恩師・長嶋茂雄氏との絆。そして監督代行として挑んだアテネオリンピック

今週の「SPORTS BEAT」は、野球で2004年のアテネオリンピックにヘッドコーチとして参加し、銅メダルに導いた中畑清さんにお話を伺っていきました。
中畑清さんは、1954年、福島県のご出身。
1980年代には読売ジャイアンツの中心選手として活躍し、競技生活から退いたあとは、指導者としてジャイアンツの打撃コーチ、2004年アテネオリンピックのヘッドコーチ、そして横浜DeNAベイスターズの監督などを務められ、現在は野球の解説やタレントとしてもご活躍なさっています。

今回は、なんと高見さんが中畑さんのご自宅に訪問!たっぷりお話を伺っていきました。

──本日は、調布市にあります中畑さんのご自宅にお邪魔しております!調布に住まわれたのは、長嶋茂雄さんの存在があったということですが?

そりゃ、こだわりですよ。常に、長嶋さんに追いつけ追い越せと、背中を追いかけてきている人生ですから。

──それだけ中畑さんにとって長嶋さんは憧れの存在ということなんですね。

今でもそうだね。今でもオヤジ(長嶋さん)の背中を追いながら、1歩でも近づきたいなと。
(長嶋さんは)太陽のような人。どんな人でも喜ばせて笑顔にさせてしまう、そういう存在感がある人ってそんなにいないんですよ。長嶋茂雄はNo.1だと思うし、そういう人間になりたいなということで、ずっと追いかけています。

──長嶋茂雄さんの魅力とは?

「長嶋茂雄が持っている良さって何だろう?」と言ったら、もう、1も2もなく、“太陽”なんだよ。雲がかかっていないような太陽なんですよ。常に明るく、エネルギーをみんなに与えてくれる。元気を与えてくれる。そういう存在なので。
人間って、やっぱりマイナス思考になりやすいじゃない。(長嶋さんは)そのマイナス思考になっている時の姿を絶対に見せない人なんだよね。
その強さって何かな、というところを密かに自分なりに勉強しながら、少しでもかみ砕いて、自分の中でマイナス思考をプラス思考に変えていく努力。それを長嶋さんに教えてもらったしね。
人間はどうしたってマイナス思考になりやりやすい動物なんだから、それをプラス思考にしなきゃいけない。野球人、特にバッターはそうなの。3割しか打てないんだから。あとはみんな失敗している。その時の気持ちの切り替えをどうしていくかということは、仕事なんだよね。それが自然にできているのが長嶋茂雄なんですよ。
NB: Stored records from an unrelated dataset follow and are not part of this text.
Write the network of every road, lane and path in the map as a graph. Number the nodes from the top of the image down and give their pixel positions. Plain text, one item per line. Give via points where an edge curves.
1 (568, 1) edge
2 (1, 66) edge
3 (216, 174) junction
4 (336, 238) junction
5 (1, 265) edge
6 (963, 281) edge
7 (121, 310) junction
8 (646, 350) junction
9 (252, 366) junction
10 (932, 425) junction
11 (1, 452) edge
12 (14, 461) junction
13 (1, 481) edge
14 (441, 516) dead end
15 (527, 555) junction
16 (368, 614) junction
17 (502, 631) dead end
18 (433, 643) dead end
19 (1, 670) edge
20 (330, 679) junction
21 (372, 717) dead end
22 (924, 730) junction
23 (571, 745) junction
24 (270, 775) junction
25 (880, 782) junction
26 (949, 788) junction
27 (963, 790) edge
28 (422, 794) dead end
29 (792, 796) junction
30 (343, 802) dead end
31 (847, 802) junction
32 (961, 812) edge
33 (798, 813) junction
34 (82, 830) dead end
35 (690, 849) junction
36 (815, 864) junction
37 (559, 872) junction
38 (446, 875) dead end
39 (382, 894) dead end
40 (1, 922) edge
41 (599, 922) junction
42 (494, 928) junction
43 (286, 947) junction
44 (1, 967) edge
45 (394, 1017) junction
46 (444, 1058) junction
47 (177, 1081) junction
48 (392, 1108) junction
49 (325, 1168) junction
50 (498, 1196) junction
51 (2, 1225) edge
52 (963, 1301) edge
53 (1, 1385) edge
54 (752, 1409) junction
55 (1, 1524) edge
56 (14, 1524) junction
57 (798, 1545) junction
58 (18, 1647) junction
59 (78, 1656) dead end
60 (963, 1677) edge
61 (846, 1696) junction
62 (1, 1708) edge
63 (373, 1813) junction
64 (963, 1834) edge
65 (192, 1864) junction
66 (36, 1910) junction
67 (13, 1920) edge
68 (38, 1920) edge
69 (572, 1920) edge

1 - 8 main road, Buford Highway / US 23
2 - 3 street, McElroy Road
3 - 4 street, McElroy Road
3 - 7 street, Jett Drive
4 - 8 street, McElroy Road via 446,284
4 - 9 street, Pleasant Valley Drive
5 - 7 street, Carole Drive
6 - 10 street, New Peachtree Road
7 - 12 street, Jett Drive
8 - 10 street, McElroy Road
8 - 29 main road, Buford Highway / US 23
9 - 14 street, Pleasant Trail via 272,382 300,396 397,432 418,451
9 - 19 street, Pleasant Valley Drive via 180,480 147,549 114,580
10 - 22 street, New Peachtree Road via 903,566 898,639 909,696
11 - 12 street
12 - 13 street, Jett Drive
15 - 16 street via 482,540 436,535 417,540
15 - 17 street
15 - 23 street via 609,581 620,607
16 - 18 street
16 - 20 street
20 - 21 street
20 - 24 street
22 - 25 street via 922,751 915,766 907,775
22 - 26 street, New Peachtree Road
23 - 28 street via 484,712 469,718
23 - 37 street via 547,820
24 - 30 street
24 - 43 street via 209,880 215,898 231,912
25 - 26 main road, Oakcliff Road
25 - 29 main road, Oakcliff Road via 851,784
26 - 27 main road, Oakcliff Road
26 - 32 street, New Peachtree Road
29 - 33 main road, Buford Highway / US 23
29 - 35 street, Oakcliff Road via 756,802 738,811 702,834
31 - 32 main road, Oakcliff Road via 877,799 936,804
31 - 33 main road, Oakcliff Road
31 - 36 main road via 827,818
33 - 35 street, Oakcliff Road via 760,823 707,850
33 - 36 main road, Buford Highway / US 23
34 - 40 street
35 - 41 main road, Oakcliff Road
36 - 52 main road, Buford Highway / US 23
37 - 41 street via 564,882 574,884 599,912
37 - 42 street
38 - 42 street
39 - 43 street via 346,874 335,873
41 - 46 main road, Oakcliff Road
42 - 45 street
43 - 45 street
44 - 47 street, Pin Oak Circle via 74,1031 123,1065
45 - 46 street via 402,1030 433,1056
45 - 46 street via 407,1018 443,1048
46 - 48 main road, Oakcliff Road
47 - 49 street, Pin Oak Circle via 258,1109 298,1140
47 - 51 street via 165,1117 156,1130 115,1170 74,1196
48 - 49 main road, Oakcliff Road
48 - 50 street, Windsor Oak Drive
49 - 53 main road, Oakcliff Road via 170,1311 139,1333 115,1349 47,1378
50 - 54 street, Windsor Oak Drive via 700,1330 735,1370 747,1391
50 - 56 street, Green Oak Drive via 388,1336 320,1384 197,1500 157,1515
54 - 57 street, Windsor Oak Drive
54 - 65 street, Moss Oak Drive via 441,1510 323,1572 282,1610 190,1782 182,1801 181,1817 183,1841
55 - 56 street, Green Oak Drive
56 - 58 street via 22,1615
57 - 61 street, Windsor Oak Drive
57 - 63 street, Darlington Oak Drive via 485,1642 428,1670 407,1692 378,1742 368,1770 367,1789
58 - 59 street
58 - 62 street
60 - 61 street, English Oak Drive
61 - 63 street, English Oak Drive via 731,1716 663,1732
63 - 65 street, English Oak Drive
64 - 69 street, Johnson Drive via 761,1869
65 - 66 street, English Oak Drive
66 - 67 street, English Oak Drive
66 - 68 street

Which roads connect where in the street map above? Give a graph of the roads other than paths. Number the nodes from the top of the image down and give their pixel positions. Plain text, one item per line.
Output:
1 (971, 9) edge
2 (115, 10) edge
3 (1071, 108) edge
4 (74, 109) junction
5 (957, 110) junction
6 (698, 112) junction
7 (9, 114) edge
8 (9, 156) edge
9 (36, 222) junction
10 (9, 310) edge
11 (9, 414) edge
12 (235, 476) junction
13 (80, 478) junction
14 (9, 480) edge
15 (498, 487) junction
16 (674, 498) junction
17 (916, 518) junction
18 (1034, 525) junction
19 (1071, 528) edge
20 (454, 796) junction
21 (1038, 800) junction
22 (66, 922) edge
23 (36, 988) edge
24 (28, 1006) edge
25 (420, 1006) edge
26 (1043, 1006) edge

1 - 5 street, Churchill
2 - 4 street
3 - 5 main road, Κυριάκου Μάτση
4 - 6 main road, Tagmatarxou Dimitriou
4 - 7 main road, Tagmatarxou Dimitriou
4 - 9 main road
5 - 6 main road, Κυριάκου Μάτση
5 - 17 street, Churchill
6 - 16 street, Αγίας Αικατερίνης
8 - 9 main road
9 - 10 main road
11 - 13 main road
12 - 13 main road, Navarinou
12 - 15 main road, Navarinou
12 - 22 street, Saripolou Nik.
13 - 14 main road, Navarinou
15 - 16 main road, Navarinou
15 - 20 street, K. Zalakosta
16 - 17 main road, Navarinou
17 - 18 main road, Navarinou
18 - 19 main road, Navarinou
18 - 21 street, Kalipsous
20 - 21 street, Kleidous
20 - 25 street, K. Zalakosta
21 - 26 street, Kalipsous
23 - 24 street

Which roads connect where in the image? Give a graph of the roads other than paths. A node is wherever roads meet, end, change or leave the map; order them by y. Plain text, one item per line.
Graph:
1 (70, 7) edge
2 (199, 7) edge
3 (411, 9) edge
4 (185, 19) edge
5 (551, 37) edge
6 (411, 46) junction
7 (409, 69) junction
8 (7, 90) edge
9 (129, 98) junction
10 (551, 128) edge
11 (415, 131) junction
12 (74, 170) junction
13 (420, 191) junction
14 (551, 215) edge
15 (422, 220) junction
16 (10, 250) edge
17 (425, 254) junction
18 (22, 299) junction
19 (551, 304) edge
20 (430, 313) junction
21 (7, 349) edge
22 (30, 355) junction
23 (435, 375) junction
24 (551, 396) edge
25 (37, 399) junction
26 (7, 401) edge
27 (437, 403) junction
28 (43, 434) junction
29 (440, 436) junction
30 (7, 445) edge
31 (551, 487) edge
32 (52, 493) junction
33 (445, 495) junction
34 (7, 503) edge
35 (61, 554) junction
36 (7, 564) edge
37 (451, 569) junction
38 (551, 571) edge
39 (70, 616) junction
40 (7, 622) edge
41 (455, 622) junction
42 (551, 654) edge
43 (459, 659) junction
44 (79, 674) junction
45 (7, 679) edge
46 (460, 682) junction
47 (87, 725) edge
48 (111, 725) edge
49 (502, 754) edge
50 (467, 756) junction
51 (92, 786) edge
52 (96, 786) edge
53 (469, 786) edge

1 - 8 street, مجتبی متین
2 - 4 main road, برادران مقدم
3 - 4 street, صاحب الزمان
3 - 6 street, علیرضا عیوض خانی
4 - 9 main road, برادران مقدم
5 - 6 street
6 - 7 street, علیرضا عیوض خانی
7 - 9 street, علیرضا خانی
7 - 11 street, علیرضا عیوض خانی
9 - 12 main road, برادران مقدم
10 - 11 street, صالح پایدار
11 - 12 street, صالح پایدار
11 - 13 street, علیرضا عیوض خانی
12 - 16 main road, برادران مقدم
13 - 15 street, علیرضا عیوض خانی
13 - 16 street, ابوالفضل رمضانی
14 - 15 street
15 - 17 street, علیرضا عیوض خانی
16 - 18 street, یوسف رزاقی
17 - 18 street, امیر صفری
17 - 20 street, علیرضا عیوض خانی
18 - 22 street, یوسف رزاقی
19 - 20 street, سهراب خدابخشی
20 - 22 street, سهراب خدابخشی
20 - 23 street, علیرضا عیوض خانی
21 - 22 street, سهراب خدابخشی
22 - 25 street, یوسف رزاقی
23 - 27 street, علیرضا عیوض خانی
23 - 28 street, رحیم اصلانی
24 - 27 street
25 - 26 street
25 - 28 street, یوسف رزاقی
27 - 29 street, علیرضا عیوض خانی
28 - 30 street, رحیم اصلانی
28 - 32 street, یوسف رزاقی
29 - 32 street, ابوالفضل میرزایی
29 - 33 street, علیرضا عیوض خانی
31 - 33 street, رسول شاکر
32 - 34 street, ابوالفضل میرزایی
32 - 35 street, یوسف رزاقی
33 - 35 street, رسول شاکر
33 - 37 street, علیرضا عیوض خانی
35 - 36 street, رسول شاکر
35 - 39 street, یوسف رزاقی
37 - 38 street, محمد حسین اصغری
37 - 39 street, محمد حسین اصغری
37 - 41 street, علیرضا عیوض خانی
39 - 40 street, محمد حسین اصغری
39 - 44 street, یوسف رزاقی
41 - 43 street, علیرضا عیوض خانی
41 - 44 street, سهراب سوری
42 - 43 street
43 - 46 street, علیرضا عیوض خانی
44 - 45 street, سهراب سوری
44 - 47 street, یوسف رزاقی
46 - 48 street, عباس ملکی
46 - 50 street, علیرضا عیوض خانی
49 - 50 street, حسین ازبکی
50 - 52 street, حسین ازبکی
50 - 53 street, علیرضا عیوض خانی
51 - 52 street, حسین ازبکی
──(長嶋さんは)プラス思考にすぐ切り替えられるんですか?

見ていると、本当に引きずらないんだよね。悪いことをすぐ忘れるような、そういう天才的なところがあるんだよね。思ってるんだろうけど、でもそれを出さない。
並大抵じゃないと思う。精神的な強さ、それから周りに対する目配りや気配りがあって初めてなせる業だと思うし、人の真の強さというものを持ち歩いている人なんだなって、俺はもう確信しているので、死ぬまで追っかけて、半歩でも近づく。
…でも、あんまり近づくと「ん~、近過ぎるぞ、清」って言われると寂しくなっちゃうから、ちょっと距離を置いてね(笑)。

──中畑さんと長嶋さんの絆と言えば、2004年のアテネオリンピックですね。
アジア予選では長嶋監督のもと中畑さんはヘッドコーチとして挑み、アテネオリンピックに出場されますが、オリンピック本大会では長嶋さんがご病気のため、中畑さんが監督という立場で出場なさっています。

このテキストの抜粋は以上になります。